I'd like the entries reproduced exactly, with all pictures omitted.

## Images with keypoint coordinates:
··········

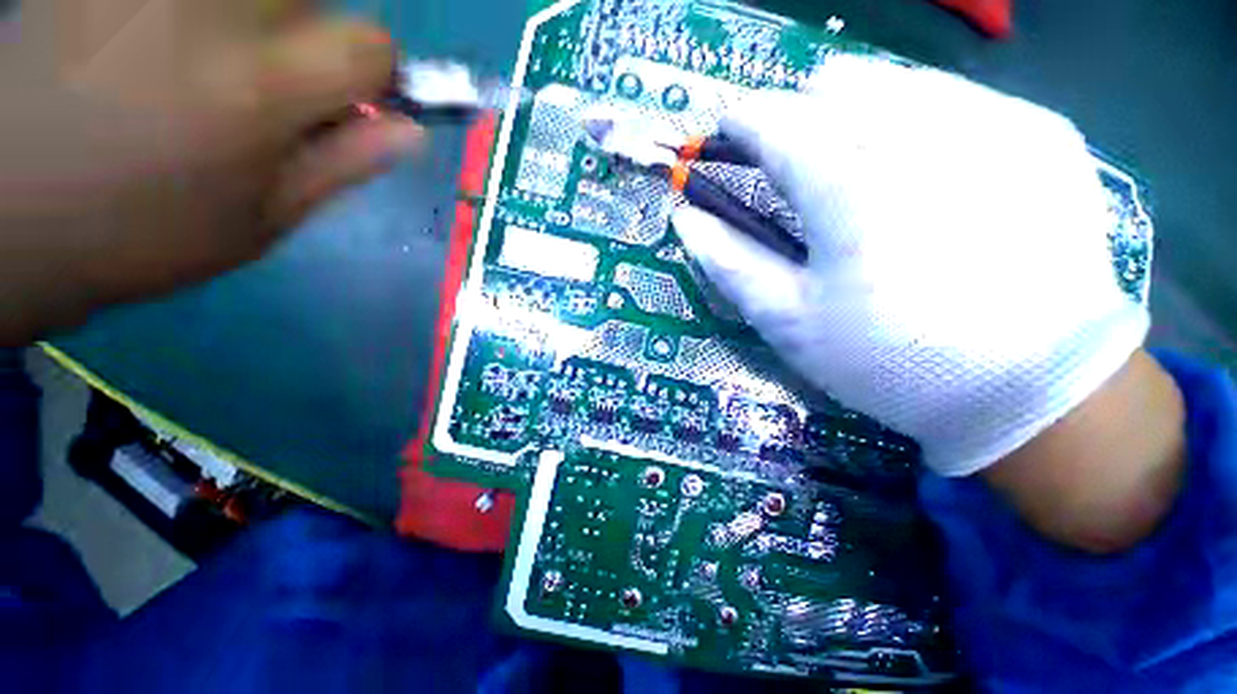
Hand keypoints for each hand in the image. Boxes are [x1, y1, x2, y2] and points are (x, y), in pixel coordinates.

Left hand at [0, 0, 421, 343]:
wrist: (1, 213)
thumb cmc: (137, 233)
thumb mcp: (261, 222)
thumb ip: (343, 166)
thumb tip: (409, 131)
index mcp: (257, 87)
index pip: (371, 44)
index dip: (376, 77)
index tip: (350, 104)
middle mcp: (210, 8)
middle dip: (313, 39)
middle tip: (268, 85)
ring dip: (260, 16)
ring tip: (207, 62)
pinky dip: (204, 11)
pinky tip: (163, 43)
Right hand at [673, 56, 1148, 477]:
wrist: (1034, 389)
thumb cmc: (891, 360)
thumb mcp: (789, 322)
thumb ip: (730, 263)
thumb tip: (685, 218)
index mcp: (852, 185)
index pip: (776, 120)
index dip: (742, 120)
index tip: (728, 131)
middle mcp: (926, 130)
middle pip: (835, 83)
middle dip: (799, 114)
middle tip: (794, 164)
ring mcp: (997, 121)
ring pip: (897, 79)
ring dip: (857, 111)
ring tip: (856, 167)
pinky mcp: (1043, 134)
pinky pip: (960, 96)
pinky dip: (921, 119)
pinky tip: (926, 173)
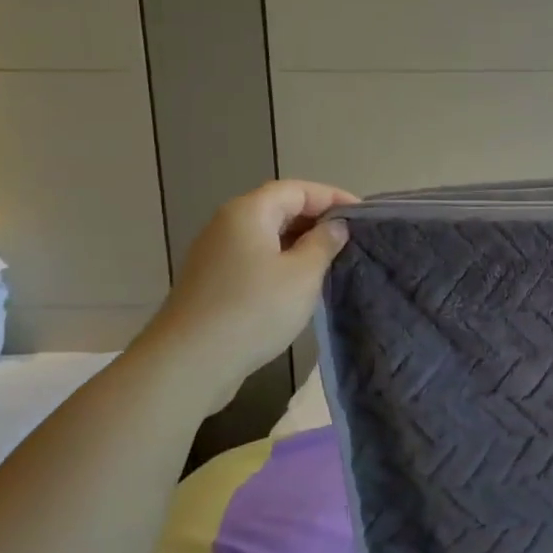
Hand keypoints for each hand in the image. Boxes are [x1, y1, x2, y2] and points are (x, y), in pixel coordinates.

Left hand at [144, 180, 354, 405]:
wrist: (190, 363)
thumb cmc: (254, 309)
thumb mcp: (302, 274)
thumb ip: (323, 243)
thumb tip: (334, 226)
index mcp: (249, 212)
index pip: (297, 190)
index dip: (332, 197)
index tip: (363, 216)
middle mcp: (227, 225)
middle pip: (279, 208)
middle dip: (317, 219)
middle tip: (351, 238)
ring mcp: (216, 255)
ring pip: (267, 236)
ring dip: (300, 243)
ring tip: (332, 260)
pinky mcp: (213, 282)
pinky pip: (255, 259)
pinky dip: (282, 262)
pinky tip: (300, 284)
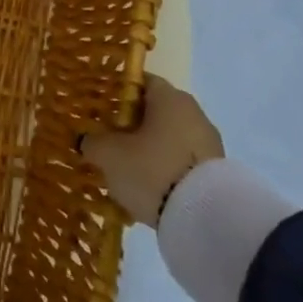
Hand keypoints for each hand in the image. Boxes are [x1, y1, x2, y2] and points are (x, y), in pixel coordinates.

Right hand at [81, 75, 224, 226]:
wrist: (204, 219)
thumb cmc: (152, 170)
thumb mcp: (109, 155)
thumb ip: (92, 141)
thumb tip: (87, 140)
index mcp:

··········

## Written reply:
Hand keypoints for each hand in the image. Boxes are [x1, y1, x2, y2] and points are (x, y), in pixel coordinates.

Left hand at [0, 0, 421, 343]:
wrist: (1, 213)
thumb cmc: (137, 233)
thumb mcp: (261, 222)
thumb ip: (343, 166)
thumb tip: (409, 131)
index mcp: (257, 87)
index pip: (371, 44)
index dip: (376, 77)
index tip: (350, 104)
middle mcp: (210, 8)
middle dip: (313, 39)
middle tip: (268, 85)
ring dip: (260, 16)
ring tip: (207, 62)
pinky dip: (204, 11)
pinky tip: (163, 43)
Right hand at [673, 56, 1148, 477]:
wrist: (1034, 389)
thumb cmc: (891, 360)
thumb mcp: (789, 322)
thumb ip: (730, 263)
thumb tip: (685, 218)
index mcp: (852, 185)
index pip: (776, 120)
index dip: (742, 120)
index tip: (728, 131)
middle mcp: (926, 130)
middle pip: (835, 83)
middle dip: (799, 114)
middle tip: (794, 164)
ring mcp: (997, 121)
ring pip: (897, 79)
ring dip: (857, 111)
ring tip: (856, 167)
pinky mcp: (1043, 134)
pinky pip: (960, 96)
pinky dip: (921, 119)
pinky tip: (926, 173)
Hand keypoints for each hand in the image. Boxes are [x1, y1, x2, y2] and points are (x, y), in pixel coordinates.

Left hand at [144, 180, 354, 405]:
wrist: (190, 363)
thumb cmc: (254, 309)
thumb mcp: (302, 274)
thumb ip: (323, 243)
thumb tip: (334, 226)
index mcp: (249, 212)
index pip: (297, 190)
index dip: (332, 197)
index tip: (363, 216)
middle mcp: (227, 225)
middle pip: (279, 208)
middle dip: (317, 219)
middle tip: (351, 238)
ring mcp: (216, 255)
ring pip: (267, 236)
ring dip: (300, 243)
ring tip: (332, 260)
pinky mcp: (213, 282)
pinky pip: (255, 259)
pinky dip: (282, 262)
pinky tip: (300, 284)
Hand keypoints for each hand in the image. Boxes are [x1, y1, x2, y2] and points are (x, y), in pixel coordinates.

Right hand at [81, 75, 224, 226]:
wrist: (204, 219)
thumb cmc: (152, 170)
thumb mcp: (109, 155)
thumb ip: (92, 141)
thumb tip: (87, 140)
index mcp:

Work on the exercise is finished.